TASK GOAL >>
The following data has a line with "ring tip: (294, 201)" and a line with "pinky tip: (494, 414)". Write out exactly those lines and all the lines between them.

INFORMATION GIVEN >>
►
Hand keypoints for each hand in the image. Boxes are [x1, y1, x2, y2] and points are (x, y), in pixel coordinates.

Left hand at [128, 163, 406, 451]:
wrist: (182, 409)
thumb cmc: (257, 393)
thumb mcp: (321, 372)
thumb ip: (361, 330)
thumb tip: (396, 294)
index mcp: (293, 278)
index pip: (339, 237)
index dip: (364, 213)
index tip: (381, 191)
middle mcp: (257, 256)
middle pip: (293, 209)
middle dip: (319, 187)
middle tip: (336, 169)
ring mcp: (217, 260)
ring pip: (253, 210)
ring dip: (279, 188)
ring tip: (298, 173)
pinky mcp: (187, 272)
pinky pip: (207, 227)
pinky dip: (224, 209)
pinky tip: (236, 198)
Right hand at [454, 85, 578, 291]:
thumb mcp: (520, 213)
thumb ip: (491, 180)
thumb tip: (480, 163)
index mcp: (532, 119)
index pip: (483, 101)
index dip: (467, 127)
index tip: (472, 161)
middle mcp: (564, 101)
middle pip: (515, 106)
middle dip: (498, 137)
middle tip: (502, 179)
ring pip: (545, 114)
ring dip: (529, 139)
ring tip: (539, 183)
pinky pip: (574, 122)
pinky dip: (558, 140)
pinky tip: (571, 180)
◄
►
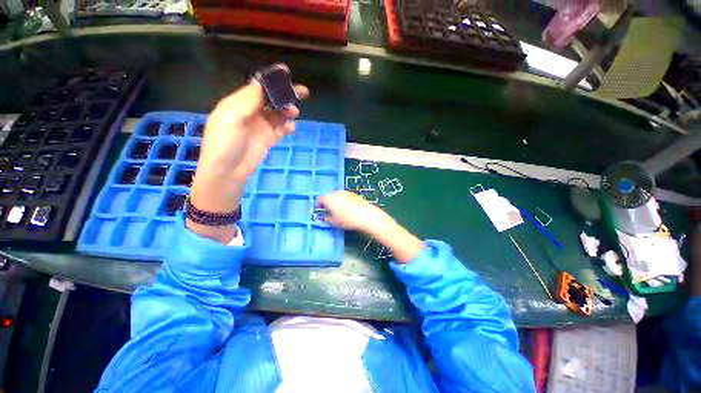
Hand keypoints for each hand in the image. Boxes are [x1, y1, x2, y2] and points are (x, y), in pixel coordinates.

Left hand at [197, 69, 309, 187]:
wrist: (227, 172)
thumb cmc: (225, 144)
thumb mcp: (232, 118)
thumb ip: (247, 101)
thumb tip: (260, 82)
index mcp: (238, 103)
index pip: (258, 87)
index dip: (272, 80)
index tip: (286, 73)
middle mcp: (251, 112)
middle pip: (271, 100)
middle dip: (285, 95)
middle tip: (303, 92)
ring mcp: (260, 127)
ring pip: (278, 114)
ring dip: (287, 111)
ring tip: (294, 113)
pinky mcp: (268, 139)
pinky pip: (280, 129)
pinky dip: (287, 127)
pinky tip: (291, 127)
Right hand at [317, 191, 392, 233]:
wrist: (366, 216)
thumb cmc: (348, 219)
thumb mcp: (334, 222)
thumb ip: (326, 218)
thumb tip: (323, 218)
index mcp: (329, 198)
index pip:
◄
►
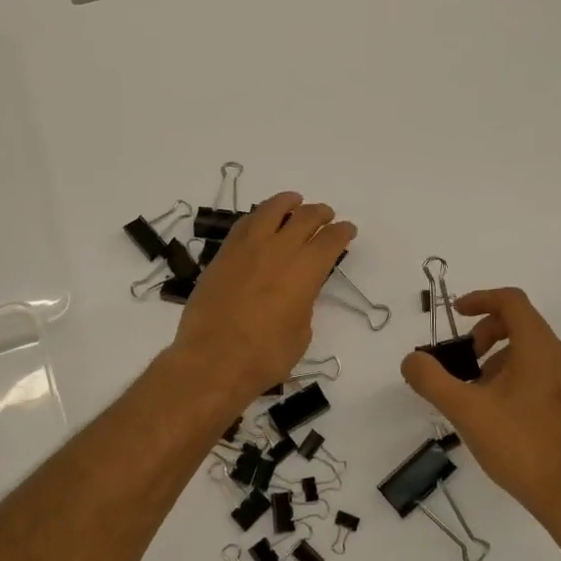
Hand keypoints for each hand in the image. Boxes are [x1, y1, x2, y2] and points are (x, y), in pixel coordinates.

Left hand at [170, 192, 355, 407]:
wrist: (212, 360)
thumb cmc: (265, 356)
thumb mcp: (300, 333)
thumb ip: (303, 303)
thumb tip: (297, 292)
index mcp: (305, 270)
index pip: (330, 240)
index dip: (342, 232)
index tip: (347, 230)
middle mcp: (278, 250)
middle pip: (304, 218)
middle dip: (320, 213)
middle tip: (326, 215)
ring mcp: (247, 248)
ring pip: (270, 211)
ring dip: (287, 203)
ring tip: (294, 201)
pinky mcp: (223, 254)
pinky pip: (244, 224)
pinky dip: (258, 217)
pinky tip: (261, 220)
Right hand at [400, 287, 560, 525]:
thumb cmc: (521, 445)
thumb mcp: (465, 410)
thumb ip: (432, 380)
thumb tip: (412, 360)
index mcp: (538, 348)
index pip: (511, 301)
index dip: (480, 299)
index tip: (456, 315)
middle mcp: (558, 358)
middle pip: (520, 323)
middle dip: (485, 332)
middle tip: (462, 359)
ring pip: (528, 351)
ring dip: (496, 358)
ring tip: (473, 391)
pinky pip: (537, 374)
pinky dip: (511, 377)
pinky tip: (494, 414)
◄
SOLVED EXERCISE >>
ring tip: (294, 201)
pinky mcp: (223, 254)
pinky pip: (244, 224)
pinky dip: (258, 217)
pinky tip: (261, 220)
Right hand at [400, 287, 560, 525]:
thumb cmc: (521, 445)
thumb mcp: (465, 410)
thumb ip: (432, 380)
thumb tip: (412, 360)
index mcp: (538, 348)
index pip: (511, 301)
index dip: (480, 299)
index tip: (456, 315)
middle mcp: (558, 358)
middle pip: (520, 323)
middle dip: (485, 332)
middle tip: (462, 359)
ring pip: (528, 351)
ring dip: (496, 358)
ring tip: (473, 391)
pinky pip: (537, 374)
pinky dip: (511, 377)
pinky tip: (494, 414)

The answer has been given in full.